Work required. Below are some records. Return exactly the lines from the one containing "thumb ip: (880, 816)" through the one containing "ring mcp: (1125, 711)", both included, and only those.

§ §

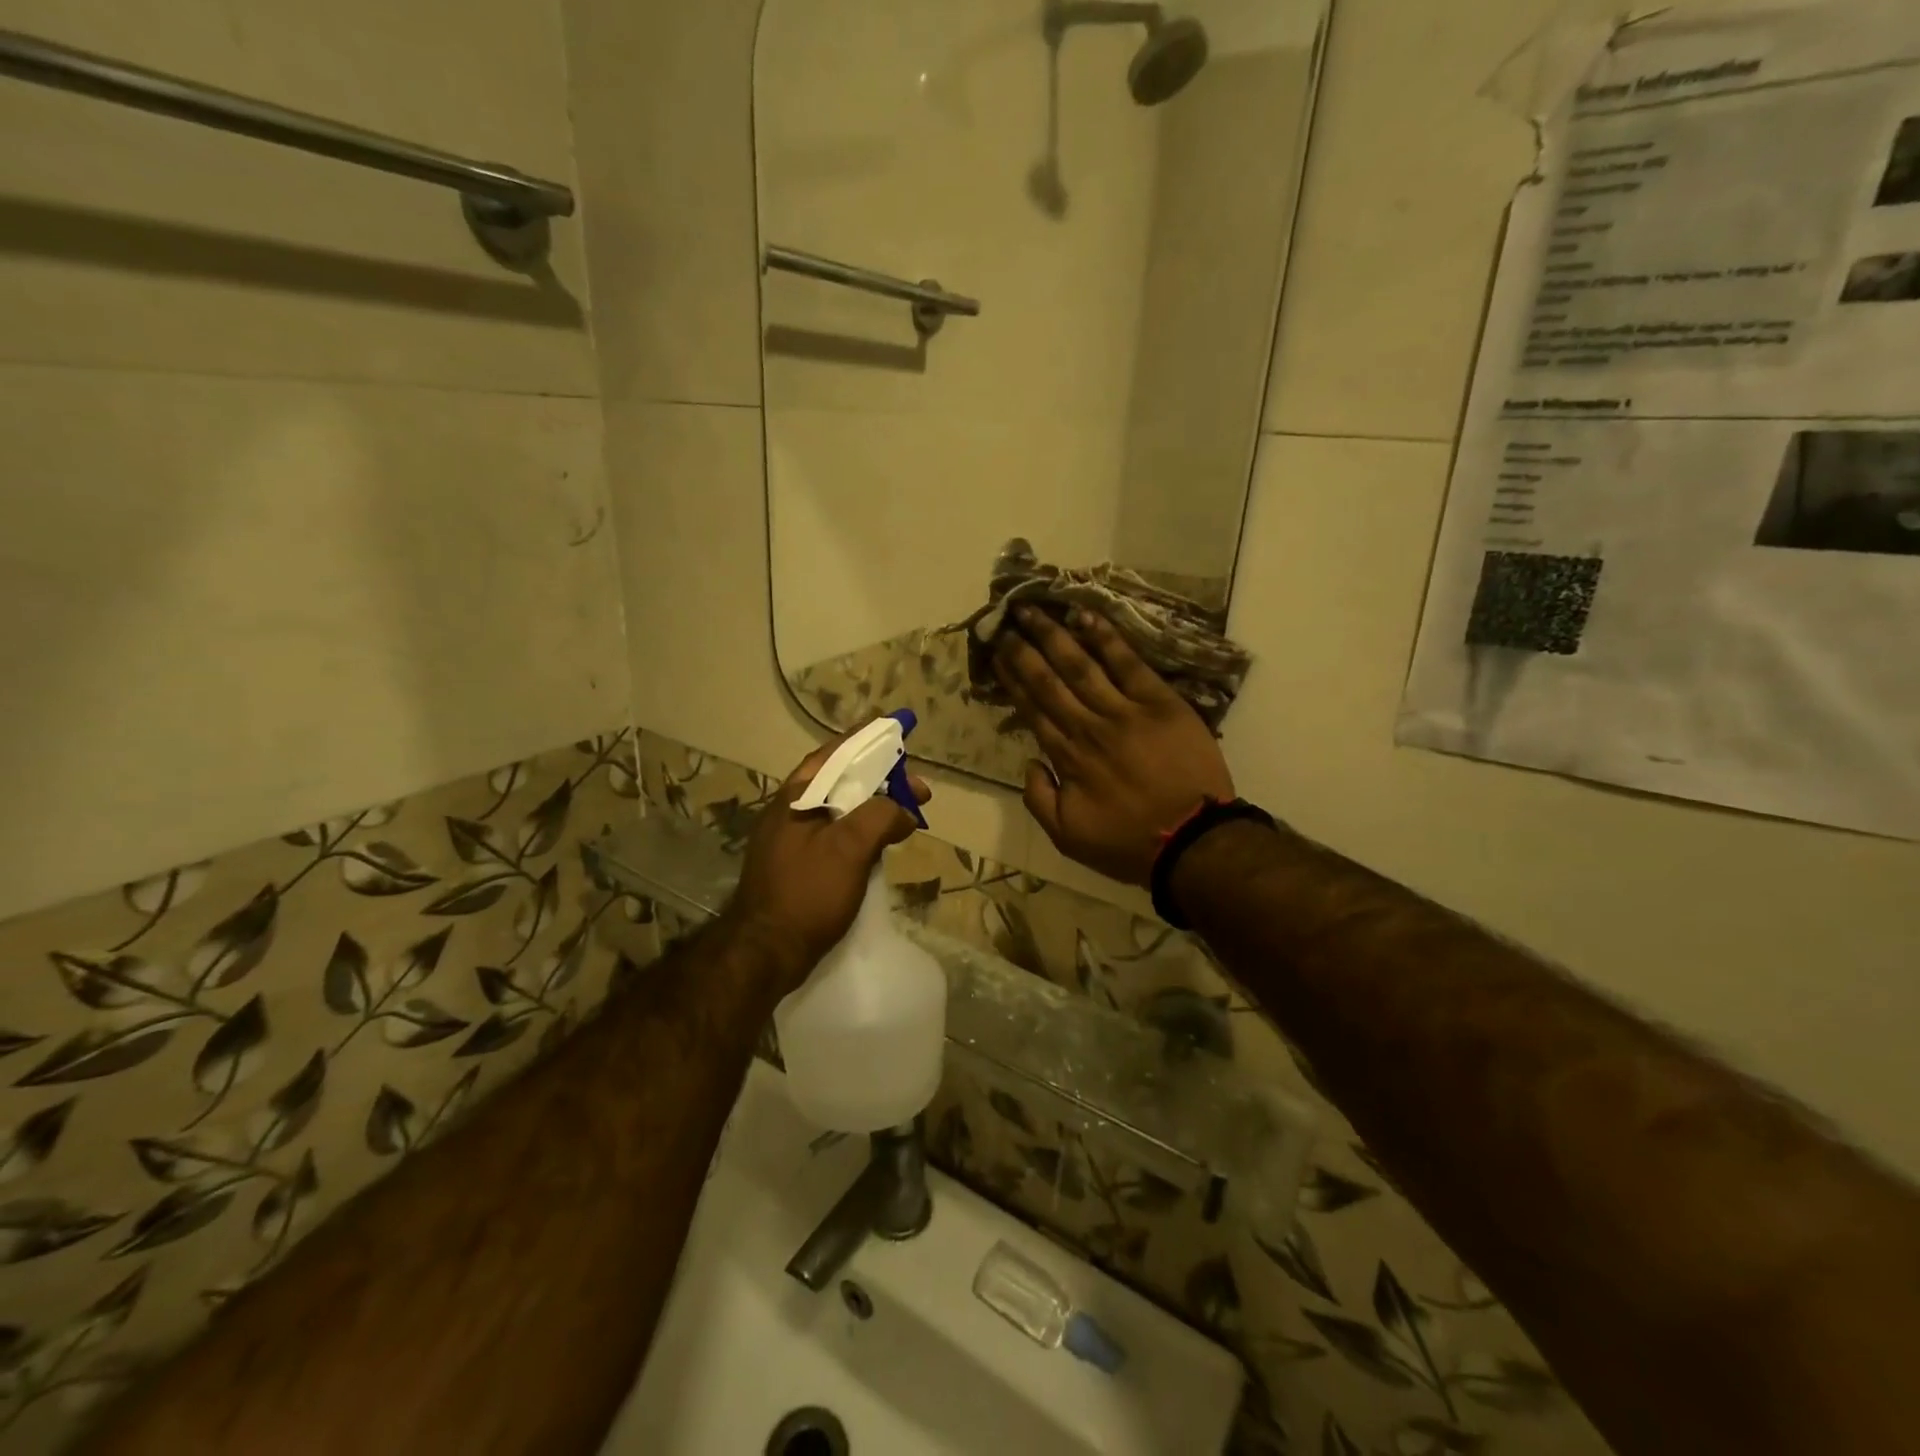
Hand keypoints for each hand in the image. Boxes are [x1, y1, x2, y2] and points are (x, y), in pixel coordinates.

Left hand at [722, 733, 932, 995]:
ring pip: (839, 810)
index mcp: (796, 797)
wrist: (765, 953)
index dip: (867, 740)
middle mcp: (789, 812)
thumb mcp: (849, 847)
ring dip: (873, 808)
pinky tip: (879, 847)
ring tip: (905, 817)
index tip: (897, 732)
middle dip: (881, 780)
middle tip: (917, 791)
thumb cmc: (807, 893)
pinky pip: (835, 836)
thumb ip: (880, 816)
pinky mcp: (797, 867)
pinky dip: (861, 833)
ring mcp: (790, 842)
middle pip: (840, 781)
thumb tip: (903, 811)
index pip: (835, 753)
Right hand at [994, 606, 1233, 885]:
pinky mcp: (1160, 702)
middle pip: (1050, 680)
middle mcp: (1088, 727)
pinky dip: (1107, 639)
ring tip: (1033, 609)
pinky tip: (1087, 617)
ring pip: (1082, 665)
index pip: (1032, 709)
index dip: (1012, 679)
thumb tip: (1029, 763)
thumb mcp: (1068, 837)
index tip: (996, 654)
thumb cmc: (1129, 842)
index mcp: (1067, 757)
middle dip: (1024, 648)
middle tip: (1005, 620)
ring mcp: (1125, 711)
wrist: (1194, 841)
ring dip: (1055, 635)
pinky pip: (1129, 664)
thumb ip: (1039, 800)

§ §

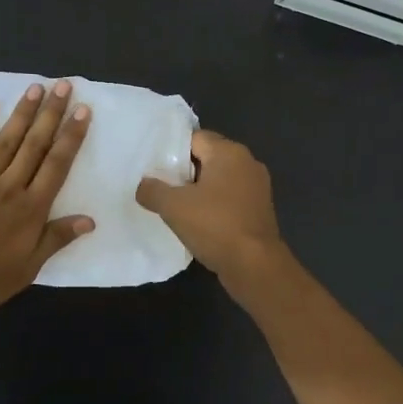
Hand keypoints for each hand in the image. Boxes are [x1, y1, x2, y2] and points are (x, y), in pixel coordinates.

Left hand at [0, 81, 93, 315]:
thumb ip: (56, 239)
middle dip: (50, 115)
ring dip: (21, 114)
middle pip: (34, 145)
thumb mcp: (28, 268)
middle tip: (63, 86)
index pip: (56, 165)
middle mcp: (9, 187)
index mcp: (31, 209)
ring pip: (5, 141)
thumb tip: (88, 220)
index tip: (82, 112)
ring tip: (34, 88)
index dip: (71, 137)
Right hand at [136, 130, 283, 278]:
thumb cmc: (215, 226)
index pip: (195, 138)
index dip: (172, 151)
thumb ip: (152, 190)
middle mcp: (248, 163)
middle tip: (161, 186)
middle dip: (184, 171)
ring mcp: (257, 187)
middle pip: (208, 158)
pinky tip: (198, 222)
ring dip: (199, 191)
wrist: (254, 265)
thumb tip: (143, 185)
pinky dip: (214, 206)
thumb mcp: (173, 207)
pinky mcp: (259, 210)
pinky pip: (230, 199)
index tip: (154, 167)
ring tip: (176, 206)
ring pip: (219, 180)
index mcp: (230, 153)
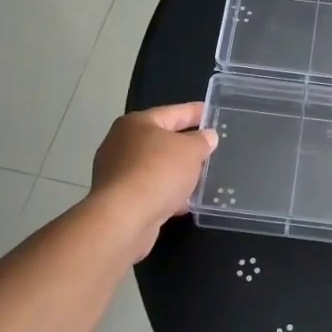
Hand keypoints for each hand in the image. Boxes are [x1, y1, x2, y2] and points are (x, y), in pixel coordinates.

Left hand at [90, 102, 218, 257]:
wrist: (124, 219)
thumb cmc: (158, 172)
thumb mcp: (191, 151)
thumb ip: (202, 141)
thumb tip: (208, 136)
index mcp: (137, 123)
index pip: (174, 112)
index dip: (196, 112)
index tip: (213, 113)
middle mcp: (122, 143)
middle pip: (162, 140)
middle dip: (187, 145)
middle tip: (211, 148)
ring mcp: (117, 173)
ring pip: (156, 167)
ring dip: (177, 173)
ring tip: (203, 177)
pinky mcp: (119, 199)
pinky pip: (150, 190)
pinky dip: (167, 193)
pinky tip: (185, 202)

§ §

Solution to the exercise.
thumb ip: (880, 816)
pinky mcp: (797, 867)
pinky dip: (861, 833)
ring mcp: (790, 842)
middle pip: (840, 781)
thumb tip: (903, 811)
index pip: (835, 753)
Right hand at [994, 606, 1233, 885]:
pinky mcp: (1160, 702)
middle pip: (1050, 680)
middle mcp: (1088, 727)
pinky dip: (1107, 639)
ring tip: (1033, 609)
pinky tip: (1087, 617)
ring pip: (1082, 665)
index pip: (1032, 709)
index dip: (1012, 679)
thumb tip: (1029, 763)
thumb mcp: (1068, 837)
index tip: (996, 654)
thumb cmc: (1129, 842)
index mcp: (1067, 757)
middle dip: (1024, 648)
middle tip: (1005, 620)
ring mcp: (1125, 711)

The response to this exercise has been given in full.